PROBLEM DETAILS =>
Scan the records for the string "dead", then copy each line that has it.

RECORDS FOR THE EXERCISE =>
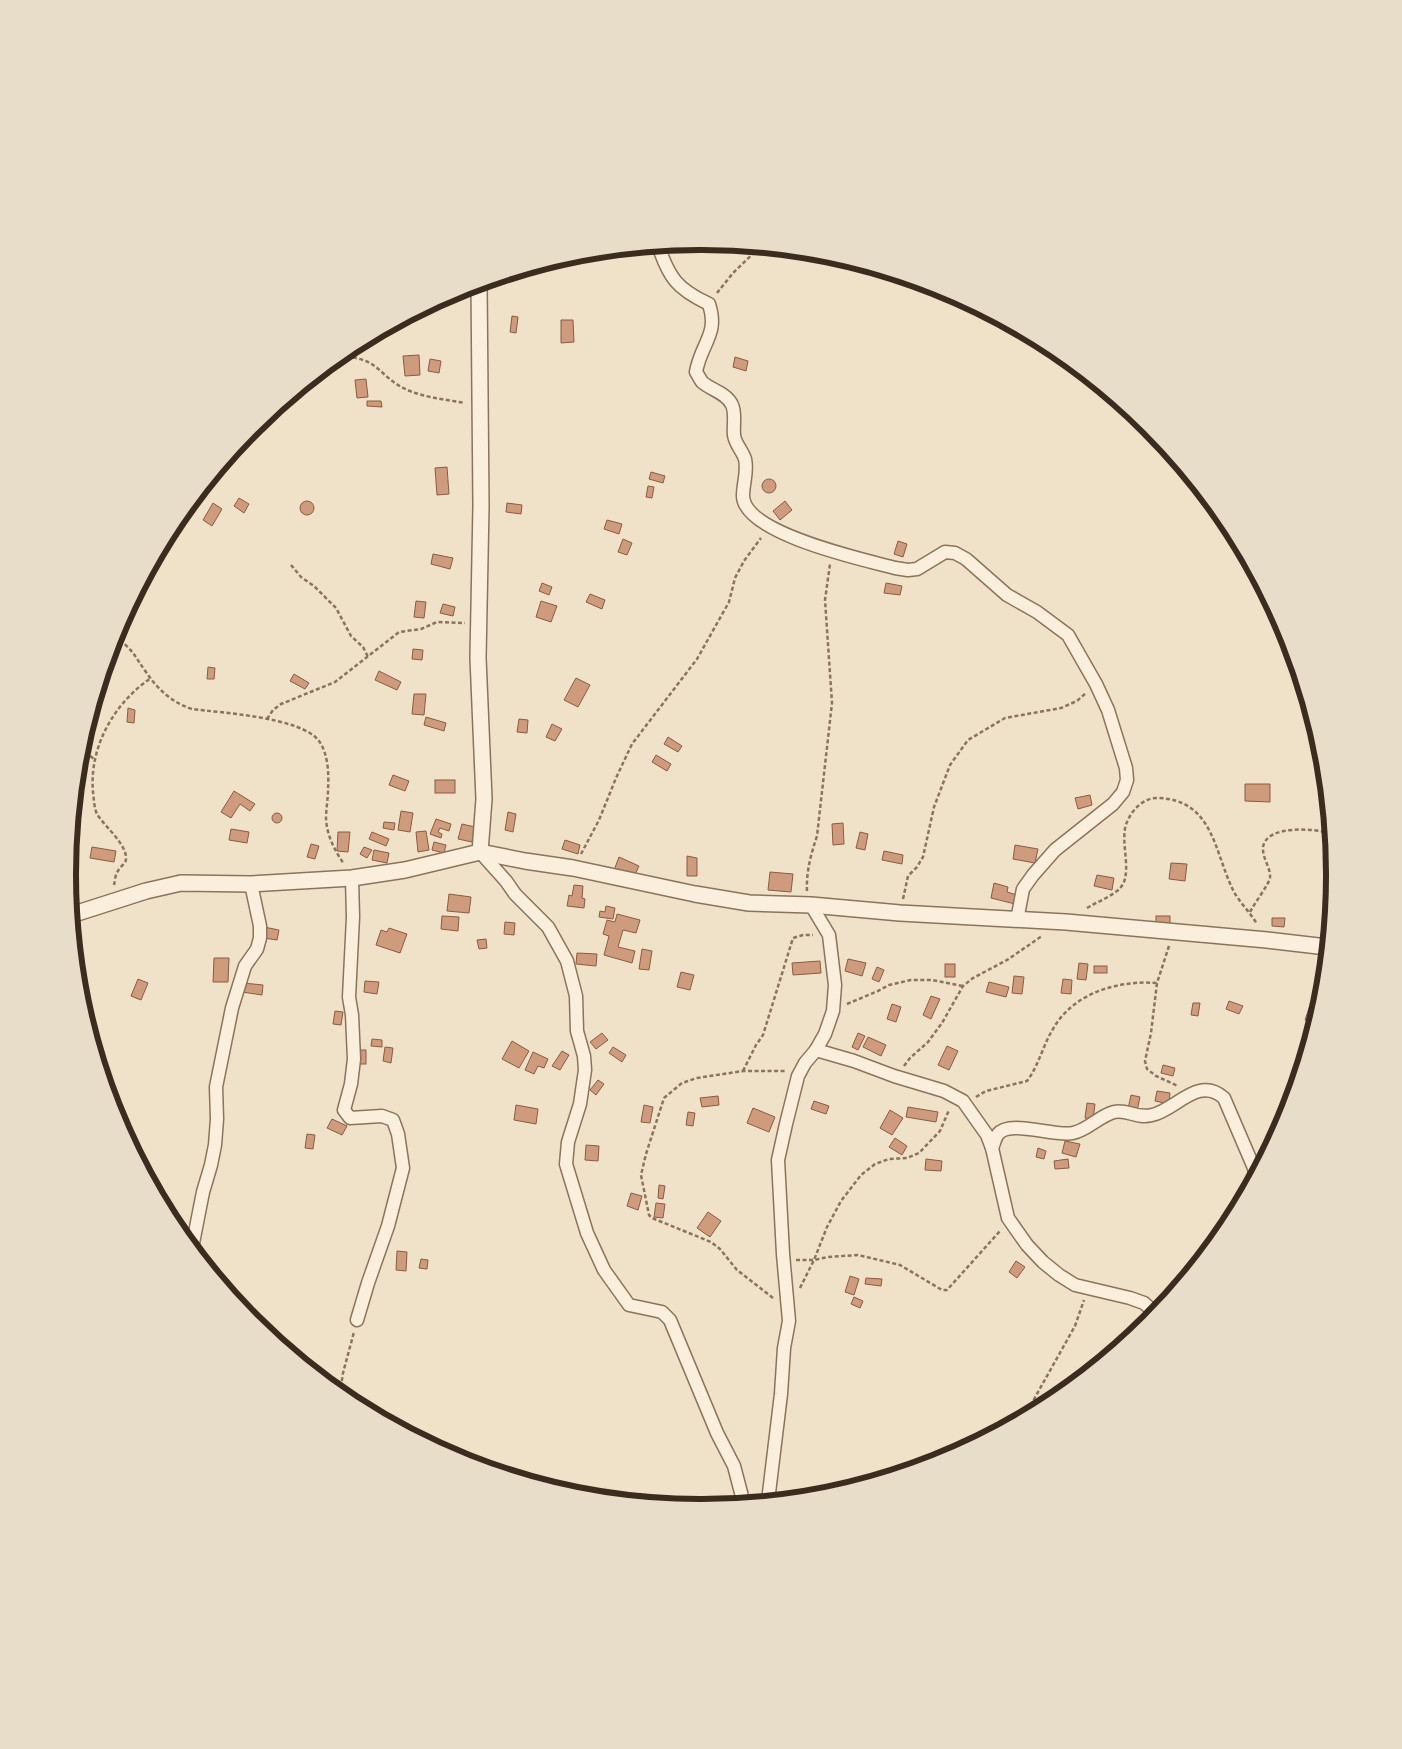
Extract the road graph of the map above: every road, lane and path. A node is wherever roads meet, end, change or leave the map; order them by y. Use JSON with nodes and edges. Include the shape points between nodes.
{"nodes":[{"id":1,"x":661,"y":251,"type":"edge"},
{"id":2,"x":755,"y":252,"type":"edge"},
{"id":3,"x":478,"y":291,"type":"edge"},
{"id":4,"x":709,"y":304,"type":"junction"},
{"id":5,"x":350,"y":358,"type":"edge"},
{"id":6,"x":479,"y":404,"type":"junction"},
{"id":7,"x":770,"y":526,"type":"junction"},
{"id":8,"x":831,"y":552,"type":"junction"},
{"id":9,"x":291,"y":565,"type":"dead end"},
{"id":10,"x":480,"y":621,"type":"junction"},
{"id":11,"x":121,"y":642,"type":"edge"},
{"id":12,"x":368,"y":657,"type":"junction"},
{"id":13,"x":151,"y":678,"type":"junction"},
{"id":14,"x":1096,"y":684,"type":"junction"},
{"id":15,"x":267,"y":719,"type":"junction"},
{"id":16,"x":88,"y":754,"type":"edge"},
{"id":17,"x":94,"y":759,"type":"junction"},
{"id":18,"x":1324,"y":832,"type":"edge"},
{"id":19,"x":480,"y":852,"type":"junction"},
{"id":20,"x":573,"y":868,"type":"junction"},
{"id":21,"x":352,"y":878,"type":"junction"},
{"id":22,"x":250,"y":884,"type":"junction"},
{"id":23,"x":113,"y":902,"type":"junction"},
{"id":24,"x":811,"y":905,"type":"junction"},
{"id":25,"x":1250,"y":912,"type":"junction"},
{"id":26,"x":78,"y":913,"type":"edge"},
{"id":27,"x":900,"y":913,"type":"junction"},
{"id":28,"x":1017,"y":920,"type":"junction"},
{"id":29,"x":1066,"y":922,"type":"junction"},
{"id":30,"x":1171,"y":932,"type":"junction"},
{"id":31,"x":1045,"y":934,"type":"dead end"},
{"id":32,"x":829,"y":935,"type":"junction"},
{"id":33,"x":1266,"y":940,"type":"junction"},
{"id":34,"x":1321,"y":946,"type":"edge"},
{"id":35,"x":1157,"y":983,"type":"junction"},
{"id":36,"x":963,"y":986,"type":"junction"},
{"id":37,"x":833,"y":1011,"type":"junction"},
{"id":38,"x":816,"y":1050,"type":"junction"},
{"id":39,"x":743,"y":1071,"type":"junction"},
{"id":40,"x":798,"y":1076,"type":"junction"},
{"id":41,"x":894,"y":1076,"type":"junction"},
{"id":42,"x":952,"y":1094,"type":"junction"},
{"id":43,"x":1188,"y":1095,"type":"junction"},
{"id":44,"x":963,"y":1101,"type":"junction"},
{"id":45,"x":992,"y":1148,"type":"junction"},
{"id":46,"x":1253,"y":1166,"type":"edge"},
{"id":47,"x":1009,"y":1221,"type":"junction"},
{"id":48,"x":194,"y":1239,"type":"edge"},
{"id":49,"x":783,"y":1254,"type":"junction"},
{"id":50,"x":814,"y":1260,"type":"junction"},
{"id":51,"x":1088,"y":1289,"type":"junction"},
{"id":52,"x":788,"y":1308,"type":"junction"},
{"id":53,"x":1150,"y":1308,"type":"edge"},
{"id":54,"x":357,"y":1320,"type":"joint"},
{"id":55,"x":341,"y":1385,"type":"edge"},
{"id":56,"x":1031,"y":1405,"type":"edge"},
{"id":57,"x":740,"y":1487,"type":"junction"},
{"id":58,"x":769,"y":1495,"type":"edge"},
{"id":59,"x":728,"y":1498,"type":"edge"},
{"id":60,"x":743,"y":1498,"type":"edge"}],
"edges":[{"from":1,"to":4,"type":"street","via":[[671,276],[683,289]]},
{"from":2,"to":4,"type":"path"},
{"from":3,"to":6,"type":"street"},
{"from":4,"to":7,"type":"street","via":[[712,330],[696,372],[702,381],[732,403],[735,440],[747,469],[743,498],[752,514]]},
{"from":5,"to":6,"type":"path","via":[[370,364],[398,386],[414,392]]},
{"from":6,"to":10,"type":"street"},
{"from":7,"to":8,"type":"street"},
{"from":7,"to":20,"type":"path","via":[[744,560],[729,602],[697,659],[632,744],[599,820]]},
{"from":8,"to":14,"type":"street","via":[[908,570],[917,569],[945,552],[955,553],[1007,595],[1068,635]]},
{"from":8,"to":24,"type":"path","via":[[825,600],[832,702],[816,836],[807,878]]},
{"from":9,"to":12,"type":"path","via":[[336,608],[351,636]]},
{"from":10,"to":12,"type":"path","via":[[437,622],[421,629],[399,632]]},
{"from":10,"to":19,"type":"street","via":[[478,658],[484,799]]},
{"from":11,"to":13,"type":"path","via":[[131,649]]},
{"from":12,"to":15,"type":"path","via":[[334,682],[281,704]]},
{"from":13,"to":15,"type":"path","via":[[182,706]]},
{"from":13,"to":17,"type":"path","via":[[131,693],[111,720]]},
{"from":14,"to":27,"type":"path","via":[[1061,708],[1005,718],[968,740],[950,765],[940,790],[923,857],[908,876]]},
{"from":14,"to":28,"type":"street","via":[[1108,710],[1126,768],[1123,792],[1113,804],[1055,850],[1033,875],[1023,890]]},
{"from":15,"to":21,"type":"path","via":[[300,728],[313,735],[323,748],[327,768],[326,820],[329,834],[334,850]]},
{"from":16,"to":17,"type":"path"},
{"from":17,"to":23,"type":"path","via":[[92,782],[97,814],[126,856],[125,864],[116,875]]},
{"from":18,"to":25,"type":"path","via":[[1292,830],[1267,840],[1263,846],[1269,880]]},
{"from":19,"to":20,"type":"street"},
{"from":19,"to":21,"type":"street","via":[[404,870]]},
{"from":19,"to":57,"type":"street","via":[[548,928],[567,961],[572,978],[584,1070],[566,1164],[587,1233],[604,1270],[629,1305],[662,1312],[670,1320],[734,1466]]},
{"from":20,"to":24,"type":"street","via":[[749,903]]},
{"from":21,"to":22,"type":"street"},
{"from":21,"to":54,"type":"street","via":[[349,997],[354,1059],[344,1110],[350,1118],[382,1116],[393,1120],[403,1168]]},
{"from":22,"to":23,"type":"street","via":[[181,883]]},
{"from":22,"to":48,"type":"street","via":[[260,938],[242,973],[228,1024],[216,1087],[215,1145]]},
{"from":23,"to":26,"type":"street"},
{"from":24,"to":27,"type":"street"},
{"from":24,"to":32,"type":"street"},
{"from":25,"to":29,"type":"path","via":[[1233,891],[1202,817],[1192,807],[1177,801],[1152,798],[1142,802],[1127,822],[1124,883],[1118,891]]},
{"from":25,"to":33,"type":"path"},
{"from":27,"to":28,"type":"street"},
{"from":28,"to":29,"type":"street"},
{"from":29,"to":30,"type":"street"},
{"from":30,"to":33,"type":"street"},
{"from":30,"to":35,"type":"path"},
{"from":31,"to":36,"type":"path"},
{"from":32,"to":37,"type":"street","via":[[835,985]]},
{"from":32,"to":39,"type":"path","via":[[793,938],[766,1028]]},
{"from":33,"to":34,"type":"street"},
{"from":35,"to":43,"type":"path","via":[[1145,1061],[1147,1069]]},
{"from":35,"to":44,"type":"path","via":[[1139,982],[1086,995],[1065,1011],[1027,1081],[986,1091]]},
{"from":36,"to":37,"type":"path","via":[[911,980],[889,985]]},
{"from":36,"to":41,"type":"path","via":[[928,1042]]},
{"from":37,"to":38,"type":"street"},
{"from":38,"to":40,"type":"street"},
{"from":38,"to":41,"type":"street"},
{"from":39,"to":40,"type":"path","via":[[791,1072]]},
{"from":39,"to":52,"type":"path","via":[[682,1083],[664,1098],[641,1175],[652,1218],[712,1242],[737,1270]]},
{"from":40,"to":49,"type":"street","via":[[778,1160]]},
{"from":41,"to":42,"type":"street"},
{"from":42,"to":44,"type":"street"},
{"from":42,"to":50,"type":"path","via":[[940,1131],[919,1153],[888,1159],[861,1175],[840,1201]]},
{"from":43,"to":45,"type":"street","via":[[1153,1115],[1138,1117],[1113,1112],[1072,1133],[1021,1128],[1003,1130]]},
{"from":43,"to":46,"type":"street","via":[[1210,1090],[1224,1098]]},
{"from":44,"to":45,"type":"street","via":[[987,1135]]},
{"from":45,"to":47,"type":"street"},
{"from":47,"to":50,"type":"path","via":[[947,1290],[886,1261],[858,1255]]},
{"from":47,"to":51,"type":"street","via":[[1043,1262],[1075,1285]]},
{"from":49,"to":50,"type":"path","via":[[795,1260]]},
{"from":49,"to":52,"type":"street"},
{"from":50,"to":52,"type":"path"},
{"from":51,"to":53,"type":"street","via":[[1130,1298]]},
{"from":51,"to":56,"type":"path","via":[[1075,1326]]},
{"from":52,"to":58,"type":"street"},
{"from":54,"to":55,"type":"path"},
{"from":57,"to":59,"type":"path"},
{"from":57,"to":60,"type":"street"}]}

SOLUTION BELOW =>
{"id":9,"x":291,"y":565,"type":"dead end"},
{"id":31,"x":1045,"y":934,"type":"dead end"},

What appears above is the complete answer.